▶ [Task to carry out] Copy precisely the first line of the material below and every later line, stopping with the line that contains "I need the junctions and links of every".
• • • •
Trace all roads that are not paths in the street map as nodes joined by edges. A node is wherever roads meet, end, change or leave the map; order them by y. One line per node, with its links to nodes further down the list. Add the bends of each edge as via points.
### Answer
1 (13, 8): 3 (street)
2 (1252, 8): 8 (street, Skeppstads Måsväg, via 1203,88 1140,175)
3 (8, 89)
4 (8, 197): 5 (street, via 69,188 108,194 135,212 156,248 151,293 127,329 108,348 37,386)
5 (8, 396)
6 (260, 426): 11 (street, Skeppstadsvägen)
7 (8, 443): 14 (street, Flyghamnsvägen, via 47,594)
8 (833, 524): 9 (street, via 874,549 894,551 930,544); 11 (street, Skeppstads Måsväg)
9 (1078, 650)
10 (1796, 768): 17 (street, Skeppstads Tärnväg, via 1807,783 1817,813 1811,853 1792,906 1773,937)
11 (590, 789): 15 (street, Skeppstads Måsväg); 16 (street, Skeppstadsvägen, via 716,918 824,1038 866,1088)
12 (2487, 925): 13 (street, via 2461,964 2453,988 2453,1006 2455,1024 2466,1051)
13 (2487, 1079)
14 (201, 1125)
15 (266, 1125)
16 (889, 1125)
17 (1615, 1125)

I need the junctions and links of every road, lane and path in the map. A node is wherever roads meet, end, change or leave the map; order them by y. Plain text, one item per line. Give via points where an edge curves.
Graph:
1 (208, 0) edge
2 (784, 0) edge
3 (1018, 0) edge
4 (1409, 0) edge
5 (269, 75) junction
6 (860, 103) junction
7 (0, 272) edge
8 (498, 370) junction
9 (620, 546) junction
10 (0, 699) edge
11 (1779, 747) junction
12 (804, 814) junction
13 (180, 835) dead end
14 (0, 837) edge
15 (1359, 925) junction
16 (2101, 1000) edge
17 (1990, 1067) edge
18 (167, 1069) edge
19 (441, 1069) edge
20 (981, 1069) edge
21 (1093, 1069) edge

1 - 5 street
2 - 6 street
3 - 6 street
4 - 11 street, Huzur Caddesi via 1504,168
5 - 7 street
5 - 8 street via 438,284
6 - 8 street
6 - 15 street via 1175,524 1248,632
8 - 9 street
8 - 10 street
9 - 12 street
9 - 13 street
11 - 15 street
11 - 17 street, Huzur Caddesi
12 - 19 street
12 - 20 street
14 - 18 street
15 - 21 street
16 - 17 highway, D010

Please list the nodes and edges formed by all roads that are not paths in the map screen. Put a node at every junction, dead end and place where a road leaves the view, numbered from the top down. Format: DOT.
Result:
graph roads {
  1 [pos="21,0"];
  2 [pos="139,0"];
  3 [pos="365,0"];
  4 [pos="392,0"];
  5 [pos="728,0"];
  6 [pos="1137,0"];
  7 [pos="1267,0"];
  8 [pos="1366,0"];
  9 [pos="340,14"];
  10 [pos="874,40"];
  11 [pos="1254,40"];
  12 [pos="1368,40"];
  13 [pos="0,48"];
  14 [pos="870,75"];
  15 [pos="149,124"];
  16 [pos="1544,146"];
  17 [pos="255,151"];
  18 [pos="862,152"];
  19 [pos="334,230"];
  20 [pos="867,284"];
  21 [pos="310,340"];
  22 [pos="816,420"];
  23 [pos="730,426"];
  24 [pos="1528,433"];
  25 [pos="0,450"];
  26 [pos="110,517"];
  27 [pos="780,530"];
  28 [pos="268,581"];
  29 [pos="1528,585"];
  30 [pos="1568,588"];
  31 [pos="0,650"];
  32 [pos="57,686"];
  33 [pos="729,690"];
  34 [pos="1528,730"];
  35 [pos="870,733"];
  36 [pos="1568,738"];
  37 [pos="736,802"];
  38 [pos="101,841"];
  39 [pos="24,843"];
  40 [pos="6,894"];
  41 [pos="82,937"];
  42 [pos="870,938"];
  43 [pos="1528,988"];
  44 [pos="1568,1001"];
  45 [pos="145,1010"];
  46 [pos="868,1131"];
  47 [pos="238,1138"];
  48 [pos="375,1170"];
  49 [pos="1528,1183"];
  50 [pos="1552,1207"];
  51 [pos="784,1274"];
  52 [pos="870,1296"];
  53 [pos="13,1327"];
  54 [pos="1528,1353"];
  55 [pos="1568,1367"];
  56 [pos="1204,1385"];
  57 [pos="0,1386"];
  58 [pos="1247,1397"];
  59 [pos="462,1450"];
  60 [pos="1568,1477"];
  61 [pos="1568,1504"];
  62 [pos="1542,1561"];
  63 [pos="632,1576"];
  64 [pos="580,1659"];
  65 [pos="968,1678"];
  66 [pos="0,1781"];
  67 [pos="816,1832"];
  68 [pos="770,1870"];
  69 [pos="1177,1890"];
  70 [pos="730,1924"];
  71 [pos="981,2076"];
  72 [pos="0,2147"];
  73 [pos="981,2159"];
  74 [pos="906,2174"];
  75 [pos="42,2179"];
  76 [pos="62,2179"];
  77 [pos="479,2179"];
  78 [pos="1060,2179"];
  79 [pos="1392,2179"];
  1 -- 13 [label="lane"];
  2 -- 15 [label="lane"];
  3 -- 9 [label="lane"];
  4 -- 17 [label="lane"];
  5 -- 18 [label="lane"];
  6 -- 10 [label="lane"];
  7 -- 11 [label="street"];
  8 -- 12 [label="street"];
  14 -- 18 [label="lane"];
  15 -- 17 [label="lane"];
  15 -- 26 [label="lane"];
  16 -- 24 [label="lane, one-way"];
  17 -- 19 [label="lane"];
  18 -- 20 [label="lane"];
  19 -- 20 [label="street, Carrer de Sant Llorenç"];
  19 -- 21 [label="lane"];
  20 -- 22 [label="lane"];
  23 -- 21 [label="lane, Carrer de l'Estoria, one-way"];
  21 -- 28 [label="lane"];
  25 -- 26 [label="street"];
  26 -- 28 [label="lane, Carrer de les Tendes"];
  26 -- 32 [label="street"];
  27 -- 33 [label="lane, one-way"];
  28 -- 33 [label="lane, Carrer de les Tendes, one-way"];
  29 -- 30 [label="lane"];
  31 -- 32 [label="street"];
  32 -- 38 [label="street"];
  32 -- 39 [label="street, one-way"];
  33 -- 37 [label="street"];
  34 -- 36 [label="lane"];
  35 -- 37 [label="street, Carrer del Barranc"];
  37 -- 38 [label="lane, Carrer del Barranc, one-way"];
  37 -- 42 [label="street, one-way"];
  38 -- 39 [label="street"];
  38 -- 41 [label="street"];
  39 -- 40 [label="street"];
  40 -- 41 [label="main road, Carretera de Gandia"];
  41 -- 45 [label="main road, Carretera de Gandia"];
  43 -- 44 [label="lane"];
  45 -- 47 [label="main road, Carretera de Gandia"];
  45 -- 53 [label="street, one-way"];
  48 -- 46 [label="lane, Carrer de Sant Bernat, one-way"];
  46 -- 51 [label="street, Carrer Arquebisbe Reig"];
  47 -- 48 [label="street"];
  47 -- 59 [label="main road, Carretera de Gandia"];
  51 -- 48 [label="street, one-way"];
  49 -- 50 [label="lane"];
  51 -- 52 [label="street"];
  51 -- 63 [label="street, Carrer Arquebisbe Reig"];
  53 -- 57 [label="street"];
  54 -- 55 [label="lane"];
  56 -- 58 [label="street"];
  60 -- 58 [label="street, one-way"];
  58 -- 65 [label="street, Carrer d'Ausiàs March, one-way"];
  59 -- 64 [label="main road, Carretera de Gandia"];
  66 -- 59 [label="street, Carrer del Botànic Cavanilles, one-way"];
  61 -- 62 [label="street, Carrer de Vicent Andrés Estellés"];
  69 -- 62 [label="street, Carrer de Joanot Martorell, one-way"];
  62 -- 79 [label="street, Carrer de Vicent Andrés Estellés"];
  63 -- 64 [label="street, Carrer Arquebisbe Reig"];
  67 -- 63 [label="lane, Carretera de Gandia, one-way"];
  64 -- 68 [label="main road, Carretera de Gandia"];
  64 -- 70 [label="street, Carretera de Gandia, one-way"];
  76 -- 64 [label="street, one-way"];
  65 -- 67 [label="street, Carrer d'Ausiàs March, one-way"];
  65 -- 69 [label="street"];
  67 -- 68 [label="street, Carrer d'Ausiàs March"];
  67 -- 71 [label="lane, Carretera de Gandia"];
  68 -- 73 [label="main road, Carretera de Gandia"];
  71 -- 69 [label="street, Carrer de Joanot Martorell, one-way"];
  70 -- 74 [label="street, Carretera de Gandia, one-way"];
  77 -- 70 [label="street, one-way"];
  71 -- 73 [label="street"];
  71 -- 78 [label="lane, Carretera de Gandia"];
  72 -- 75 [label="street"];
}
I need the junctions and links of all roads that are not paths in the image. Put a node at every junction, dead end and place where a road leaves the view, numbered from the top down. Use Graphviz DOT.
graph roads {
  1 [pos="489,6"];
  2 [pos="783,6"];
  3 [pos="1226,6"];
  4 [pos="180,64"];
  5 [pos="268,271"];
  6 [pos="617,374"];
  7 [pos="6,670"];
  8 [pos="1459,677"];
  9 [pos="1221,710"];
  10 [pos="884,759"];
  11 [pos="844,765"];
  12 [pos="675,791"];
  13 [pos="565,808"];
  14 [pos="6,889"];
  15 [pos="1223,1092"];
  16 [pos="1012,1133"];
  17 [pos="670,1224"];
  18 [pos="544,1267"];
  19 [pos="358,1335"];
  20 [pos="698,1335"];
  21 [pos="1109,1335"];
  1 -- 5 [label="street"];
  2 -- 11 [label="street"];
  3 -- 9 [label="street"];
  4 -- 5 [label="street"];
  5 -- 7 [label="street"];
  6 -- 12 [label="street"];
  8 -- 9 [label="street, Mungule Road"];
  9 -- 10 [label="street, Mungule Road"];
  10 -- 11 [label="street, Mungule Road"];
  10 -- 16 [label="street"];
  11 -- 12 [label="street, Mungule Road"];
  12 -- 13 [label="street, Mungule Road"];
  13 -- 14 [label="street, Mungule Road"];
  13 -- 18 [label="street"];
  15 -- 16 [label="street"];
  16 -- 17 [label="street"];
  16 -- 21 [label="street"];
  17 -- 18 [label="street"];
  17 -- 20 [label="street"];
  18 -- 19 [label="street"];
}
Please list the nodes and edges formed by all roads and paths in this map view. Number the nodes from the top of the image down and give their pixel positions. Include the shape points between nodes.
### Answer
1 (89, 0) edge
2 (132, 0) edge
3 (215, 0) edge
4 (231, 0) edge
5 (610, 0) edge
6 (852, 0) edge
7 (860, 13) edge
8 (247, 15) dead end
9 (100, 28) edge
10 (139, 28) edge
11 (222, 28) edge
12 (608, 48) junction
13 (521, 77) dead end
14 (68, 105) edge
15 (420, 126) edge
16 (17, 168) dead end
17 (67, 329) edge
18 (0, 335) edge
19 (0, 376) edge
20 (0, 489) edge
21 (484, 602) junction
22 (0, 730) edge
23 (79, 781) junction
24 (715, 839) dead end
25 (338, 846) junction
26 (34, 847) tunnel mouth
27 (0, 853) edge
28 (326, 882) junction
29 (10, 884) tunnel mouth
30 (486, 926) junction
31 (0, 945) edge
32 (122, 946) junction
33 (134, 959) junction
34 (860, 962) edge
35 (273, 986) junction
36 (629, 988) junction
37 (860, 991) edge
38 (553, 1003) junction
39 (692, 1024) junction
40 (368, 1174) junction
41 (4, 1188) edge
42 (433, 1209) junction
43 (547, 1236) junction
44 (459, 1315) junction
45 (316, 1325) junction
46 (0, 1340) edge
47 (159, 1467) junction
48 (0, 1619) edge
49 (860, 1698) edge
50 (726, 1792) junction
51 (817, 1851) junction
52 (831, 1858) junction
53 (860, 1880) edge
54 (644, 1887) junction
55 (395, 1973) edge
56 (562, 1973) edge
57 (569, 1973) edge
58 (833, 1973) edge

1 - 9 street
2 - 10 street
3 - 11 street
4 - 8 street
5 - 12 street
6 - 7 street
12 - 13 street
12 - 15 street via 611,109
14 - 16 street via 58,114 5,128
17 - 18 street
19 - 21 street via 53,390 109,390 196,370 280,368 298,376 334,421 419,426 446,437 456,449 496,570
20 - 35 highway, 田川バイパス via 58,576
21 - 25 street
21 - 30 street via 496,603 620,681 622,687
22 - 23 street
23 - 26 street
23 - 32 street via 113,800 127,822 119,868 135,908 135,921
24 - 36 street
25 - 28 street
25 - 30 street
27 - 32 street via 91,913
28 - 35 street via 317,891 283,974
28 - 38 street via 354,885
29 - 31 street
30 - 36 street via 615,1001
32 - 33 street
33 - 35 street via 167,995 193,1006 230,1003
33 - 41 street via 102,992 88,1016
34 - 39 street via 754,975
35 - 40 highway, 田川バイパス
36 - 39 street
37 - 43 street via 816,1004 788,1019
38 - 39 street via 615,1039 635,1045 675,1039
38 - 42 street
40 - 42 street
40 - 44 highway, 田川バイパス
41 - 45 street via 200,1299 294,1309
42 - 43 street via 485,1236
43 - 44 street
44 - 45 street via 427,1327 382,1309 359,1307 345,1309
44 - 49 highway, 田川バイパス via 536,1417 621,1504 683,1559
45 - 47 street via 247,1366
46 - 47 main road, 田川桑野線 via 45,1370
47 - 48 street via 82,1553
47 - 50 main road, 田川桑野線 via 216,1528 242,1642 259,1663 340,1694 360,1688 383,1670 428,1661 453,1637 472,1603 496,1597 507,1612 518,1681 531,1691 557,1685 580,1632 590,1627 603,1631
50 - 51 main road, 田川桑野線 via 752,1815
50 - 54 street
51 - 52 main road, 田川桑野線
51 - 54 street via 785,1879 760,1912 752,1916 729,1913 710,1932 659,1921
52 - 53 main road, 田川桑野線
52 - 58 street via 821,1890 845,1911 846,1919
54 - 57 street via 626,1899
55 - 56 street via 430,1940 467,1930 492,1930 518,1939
• • • •
▶ [Your response]
Trace all roads that are not paths in the street map as nodes joined by edges. A node is wherever roads meet, end, change or leave the map; order them by y. One line per node, with its links to nodes further down the list. Add the bends of each edge as via points.
### Answer
1 (13, 8): 3 (street)
2 (1252, 8): 8 (street, Skeppstads Måsväg, via 1203,88 1140,175)
3 (8, 89)
4 (8, 197): 5 (street, via 69,188 108,194 135,212 156,248 151,293 127,329 108,348 37,386)
5 (8, 396)
6 (260, 426): 11 (street, Skeppstadsvägen)
7 (8, 443): 14 (street, Flyghamnsvägen, via 47,594)
8 (833, 524): 9 (street, via 874,549 894,551 930,544); 11 (street, Skeppstads Måsväg)
9 (1078, 650)
10 (1796, 768): 17 (street, Skeppstads Tärnväg, via 1807,783 1817,813 1811,853 1792,906 1773,937)
11 (590, 789): 15 (street, Skeppstads Måsväg); 16 (street, Skeppstadsvägen, via 716,918 824,1038 866,1088)
12 (2487, 925): 13 (street, via 2461,964 2453,988 2453,1006 2455,1024 2466,1051)
13 (2487, 1079)
14 (201, 1125)
15 (266, 1125)
16 (889, 1125)
17 (1615, 1125)

I need the junctions and links of every road, lane and path in the map. A node is wherever roads meet, end, change or leave the map; order them by y. Plain text, one item per line. Give via points where an edge curves.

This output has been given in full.